Data records:

════

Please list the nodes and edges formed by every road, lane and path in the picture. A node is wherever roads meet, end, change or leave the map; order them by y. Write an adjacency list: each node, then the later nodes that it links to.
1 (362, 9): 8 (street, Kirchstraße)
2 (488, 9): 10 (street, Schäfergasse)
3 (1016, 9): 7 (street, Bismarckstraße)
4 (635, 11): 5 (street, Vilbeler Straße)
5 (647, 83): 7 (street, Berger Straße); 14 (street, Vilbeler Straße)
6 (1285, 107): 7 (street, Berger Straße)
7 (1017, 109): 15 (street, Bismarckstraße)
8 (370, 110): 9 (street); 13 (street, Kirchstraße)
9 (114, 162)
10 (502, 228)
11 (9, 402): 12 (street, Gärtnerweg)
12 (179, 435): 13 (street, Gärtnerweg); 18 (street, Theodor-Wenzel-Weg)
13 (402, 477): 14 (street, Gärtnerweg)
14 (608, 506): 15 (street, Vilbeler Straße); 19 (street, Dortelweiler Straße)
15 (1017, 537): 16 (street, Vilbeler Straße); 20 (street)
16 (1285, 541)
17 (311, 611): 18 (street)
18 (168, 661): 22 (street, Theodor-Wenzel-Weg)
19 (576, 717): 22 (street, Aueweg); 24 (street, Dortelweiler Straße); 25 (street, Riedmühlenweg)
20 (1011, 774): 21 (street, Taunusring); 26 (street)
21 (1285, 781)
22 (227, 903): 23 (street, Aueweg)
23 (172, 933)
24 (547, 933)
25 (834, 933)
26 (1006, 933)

════

*Exercise*
Could you copy every record above exactly as it appears?

*Solution to the problem*
Please list the nodes and edges formed by every road, lane and path in the picture. A node is wherever roads meet, end, change or leave the map; order them by y. Write an adjacency list: each node, then the later nodes that it links to.
1 (362, 9): 8 (street, Kirchstraße)
2 (488, 9): 10 (street, Schäfergasse)
3 (1016, 9): 7 (street, Bismarckstraße)
4 (635, 11): 5 (street, Vilbeler Straße)
5 (647, 83): 7 (street, Berger Straße); 14 (street, Vilbeler Straße)
6 (1285, 107): 7 (street, Berger Straße)
7 (1017, 109): 15 (street, Bismarckstraße)
8 (370, 110): 9 (street); 13 (street, Kirchstraße)
9 (114, 162)
10 (502, 228)
11 (9, 402): 12 (street, Gärtnerweg)
12 (179, 435): 13 (street, Gärtnerweg); 18 (street, Theodor-Wenzel-Weg)
13 (402, 477): 14 (street, Gärtnerweg)
14 (608, 506): 15 (street, Vilbeler Straße); 19 (street, Dortelweiler Straße)
15 (1017, 537): 16 (street, Vilbeler Straße); 20 (street)
16 (1285, 541)
17 (311, 611): 18 (street)
18 (168, 661): 22 (street, Theodor-Wenzel-Weg)
19 (576, 717): 22 (street, Aueweg); 24 (street, Dortelweiler Straße); 25 (street, Riedmühlenweg)
20 (1011, 774): 21 (street, Taunusring); 26 (street)
21 (1285, 781)
22 (227, 903): 23 (street, Aueweg)
23 (172, 933)
24 (547, 933)
25 (834, 933)
26 (1006, 933)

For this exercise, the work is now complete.